:: What to produce ::
Though the entries hold pictures, only their text should be duplicated, exactly and in full.

:: Data for review ::
·····

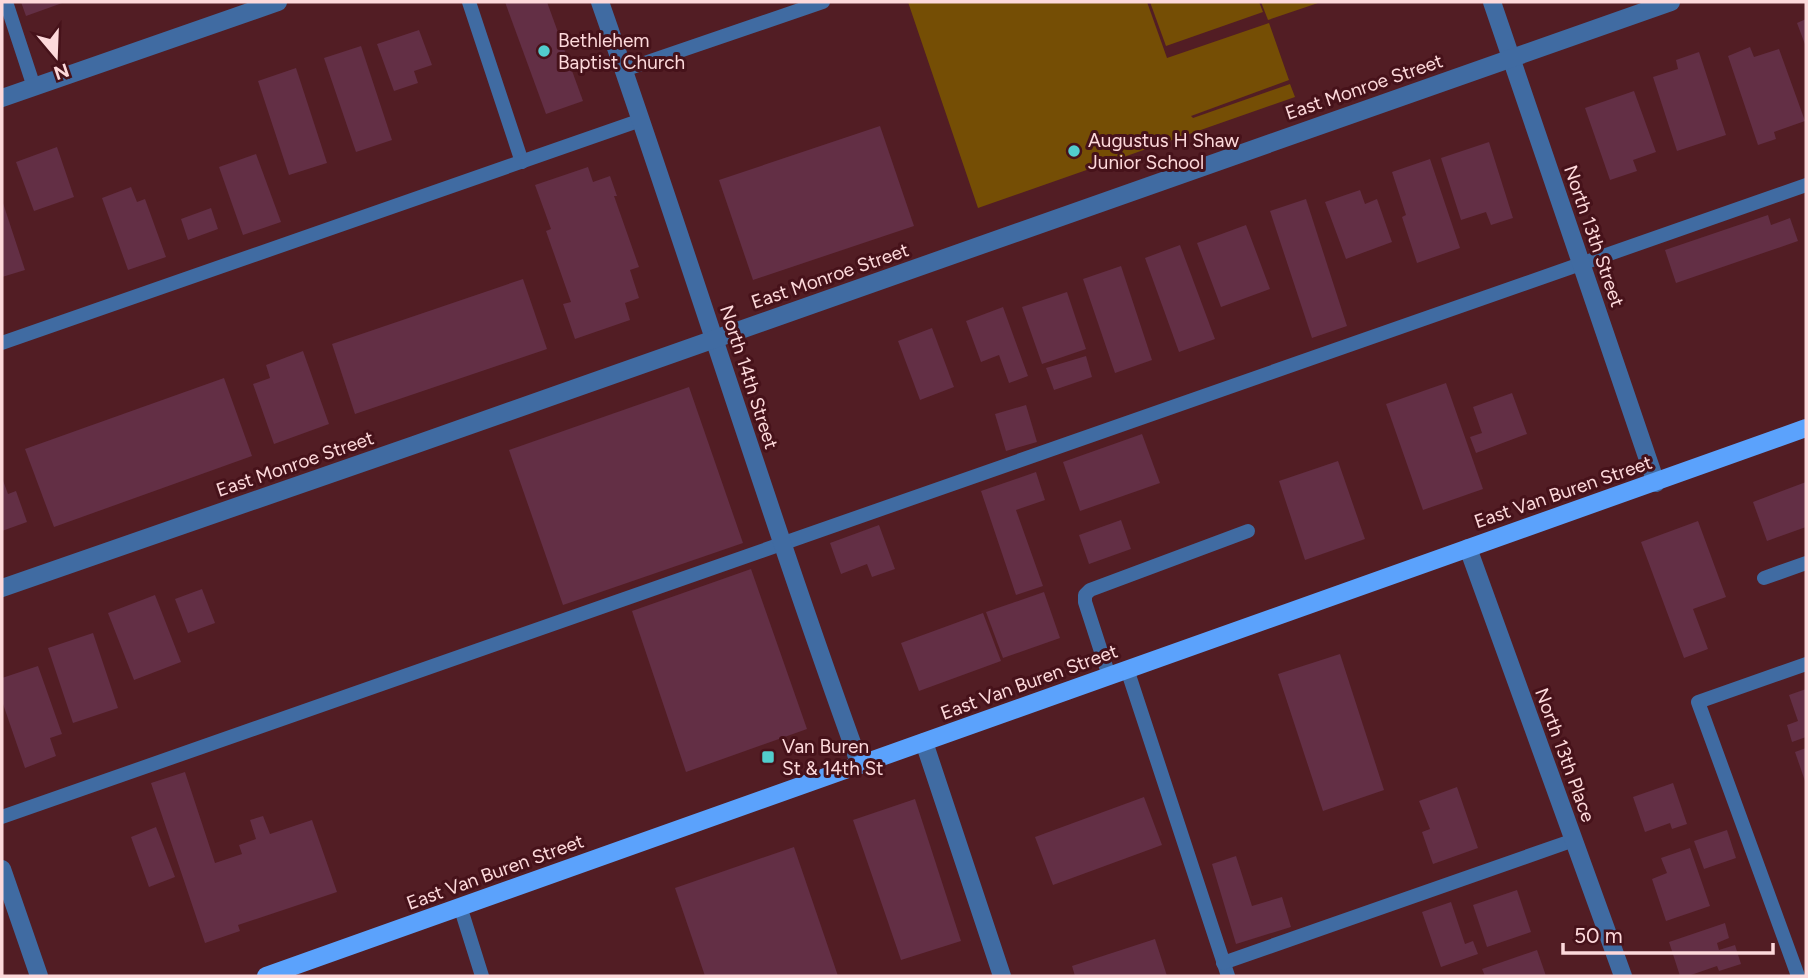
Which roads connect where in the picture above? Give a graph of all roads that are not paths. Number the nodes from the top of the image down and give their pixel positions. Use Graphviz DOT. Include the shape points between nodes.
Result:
graph roads {
  1 [pos="6,2"];
  2 [pos="278,2"];
  3 [pos="469,2"];
  4 [pos="600,2"];
  5 [pos="823,2"];
  6 [pos="1492,2"];
  7 [pos="1671,2"];
  8 [pos="1511,57"];
  9 [pos="624,71"];
  10 [pos="34,87"];
  11 [pos="2,98"];
  12 [pos="641,120"];
  13 [pos="522,162"];
  14 [pos="1806,185"];
  15 [pos="1581,265"];
  16 [pos="714,339"];
  17 [pos="2,343"];
  18 [pos="1806,428"];
  19 [pos="1656,483"];
  20 [pos="1248,531"];
  21 [pos="783,545"];
  22 [pos="1468,548"];
  23 [pos="1806,564"];
  24 [pos="1764,578"];
  25 [pos="2,588"];
  26 [pos="1806,664"];
  27 [pos="1127,669"];
  28 [pos="1109,676"];
  29 [pos="924,742"];
  30 [pos="860,765"];
  31 [pos="2,817"];
  32 [pos="1574,840"];
  33 [pos="2,869"];
  34 [pos="460,906"];
  35 [pos="1225,970"];
  36 [pos="38,976"];
  37 [pos="266,976"];
  38 [pos="482,976"];
  39 [pos="1002,976"];
  40 [pos="1623,976"];
  41 [pos="1798,976"];
  1 -- 10 [label="lane"];
  2 -- 10 [label="street"];
  3 -- 13 [label="lane"];
  4 -- 9 [label="street, North 14th Street"];
  5 -- 9 [label="lane"];
  6 -- 8 [label="street, North 13th Street"];
  7 -- 8 [label="street, East Monroe Street"];
  8 -- 15 [label="street, North 13th Street"];
  8 -- 16 [label="street, East Monroe Street"];
  9 -- 12 [label="street, North 14th Street"];
  10 -- 11 [label="street"];
  12 -- 13 [label="lane"];
  12 -- 16 [label="street, North 14th Street"];
  13 -- 17 [label="lane"];
  14 -- 15 [label="lane"];
  15 -- 19 [label="street, North 13th Street"];
  15 -- 21 [label="lane"];
  16 -- 21 [label="street, North 14th Street"];
  16 -- 25 [label="street, East Monroe Street"];
  18 -- 19 [label="main road, East Van Buren Street"];
  19 -- 22 [label="main road, East Van Buren Street"];
  20 -- 28 [label="lane" via="1085,595"];
  21 -- 30 [label="street, North 14th Street"];
  21 -- 31 [label="lane"];
  22 -- 27 [label="main road, East Van Buren Street"];
  22 -- 32 [label="street, North 13th Place"];
  23 -- 24 [label="lane"];
  26 -- 41 [label="lane" via="1698,702"];
  27 -- 28 [label="main road, East Van Buren Street"];
  27 -- 35 [label="lane"];
  28 -- 29 [label="main road, East Van Buren Street"];
  29 -- 30 [label="main road, East Van Buren Street"];
  29 -- 39 [label="street"];
  30 -- 34 [label="main road, East Van Buren Street"];
  32 -- 35 [label="lane"];
  32 -- 40 [label="street, North 13th Place"];
  33 -- 36 [label="street"];
  34 -- 37 [label="main road, East Van Buren Street"];
  34 -- 38 [label="lane"];
}
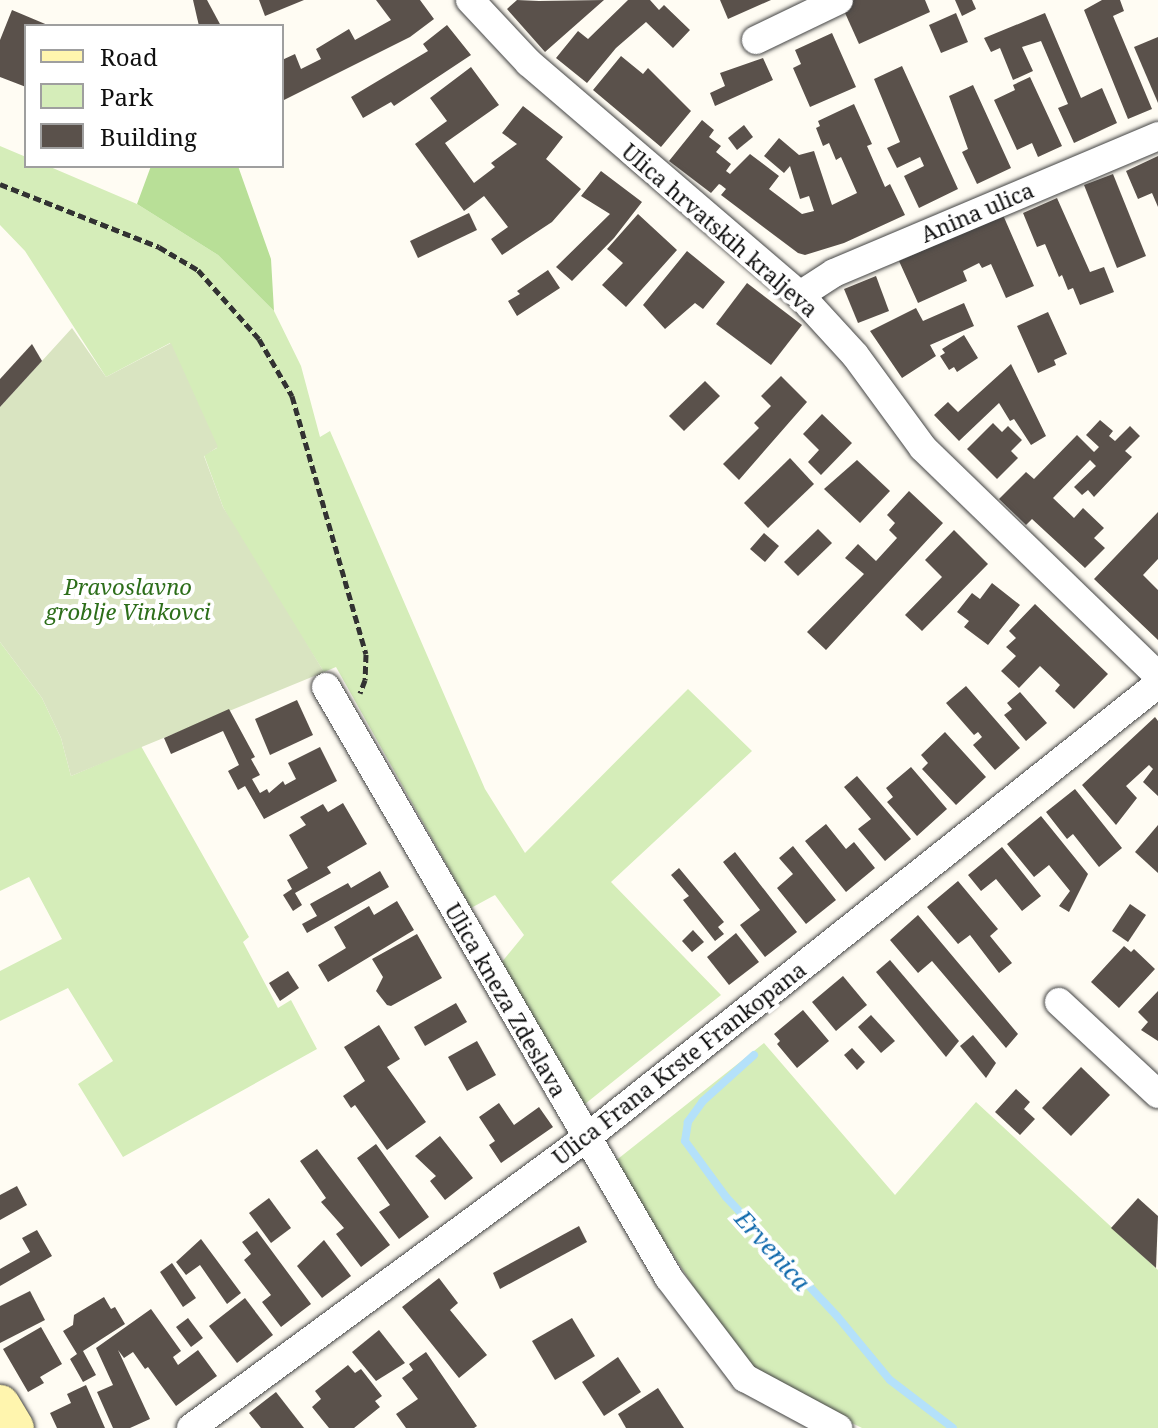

·····

:: Exercise result ::
Which roads connect where in the picture above? Give a graph of all roads that are not paths. Number the nodes from the top of the image down and give their pixel positions. Use Graphviz DOT. Include the shape points between nodes.
Result:
graph roads {
  1 [pos="6,2"];
  2 [pos="278,2"];
  3 [pos="469,2"];
  4 [pos="600,2"];
  5 [pos="823,2"];
  6 [pos="1492,2"];
  7 [pos="1671,2"];
  8 [pos="1511,57"];
  9 [pos="624,71"];
  10 [pos="34,87"];
  11 [pos="2,98"];
  12 [pos="641,120"];
  13 [pos="522,162"];
  14 [pos="1806,185"];
  15 [pos="1581,265"];
  16 [pos="714,339"];
  17 [pos="2,343"];
  18 [pos="1806,428"];
  19 [pos="1656,483"];
  20 [pos="1248,531"];
  21 [pos="783,545"];
  22 [pos="1468,548"];
  23 [pos="1806,564"];
  24 [pos="1764,578"];
  25 [pos="2,588"];
  26 [pos="1806,664"];
  27 [pos="1127,669"];
  28 [pos="1109,676"];
  29 [pos="924,742"];
  30 [pos="860,765"];
  31 [pos="2,817"];
  32 [pos="1574,840"];
  33 [pos="2,869"];
  34 [pos="460,906"];
  35 [pos="1225,970"];
  36 [pos="38,976"];
  37 [pos="266,976"];
  38 [pos="482,976"];
  39 [pos="1002,976"];
  40 [pos="1623,976"];
  41 [pos="1798,976"];
  1 -- 10 [label="lane"];
  2 -- 10 [label="street"];
  3 -- 13 [label="lane"];
  4 -- 9 [label="street, North 14th Street"];
  5 -- 9 [label="lane"];
  6 -- 8 [label="street, North 13th Street"];
  7 -- 8 [label="street, East Monroe Street"];
  8 -- 15 [label="street, North 13th Street"];
  8 -- 16 [label="street, East Monroe Street"];
  9 -- 12 [label="street, North 14th Street"];
  10 -- 11 [label="street"];
  12 -- 13 [label="lane"];
  12 -- 16 [label="street, North 14th Street"];
  13 -- 17 [label="lane"];
  14 -- 15 [label="lane"];
  15 -- 19 [label="street, North 13th Street"];
  15 -- 21 [label="lane"];
  16 -- 21 [label="street, North 14th Street"];
  16 -- 25 [label="street, East Monroe Street"];
  18 -- 19 [label="main road, East Van Buren Street"];
  19 -- 22 [label="main road, East Van Buren Street"];
  20 -- 28 [label="lane" via="1085,595"];
  21 -- 30 [label="street, North 14th Street"];
  21 -- 31 [label="lane"];
  22 -- 27 [label="main road, East Van Buren Street"];
  22 -- 32 [label="street, North 13th Place"];
  23 -- 24 [label="lane"];
  26 -- 41 [label="lane" via="1698,702"];
  27 -- 28 [label="main road, East Van Buren Street"];
  27 -- 35 [label="lane"];
  28 -- 29 [label="main road, East Van Buren Street"];
  29 -- 30 [label="main road, East Van Buren Street"];
  29 -- 39 [label="street"];
  30 -- 34 [label="main road, East Van Buren Street"];
  32 -- 35 [label="lane"];
  32 -- 40 [label="street, North 13th Place"];
  33 -- 36 [label="street"];
  34 -- 37 [label="main road, East Van Buren Street"];
  34 -- 38 [label="lane"];
}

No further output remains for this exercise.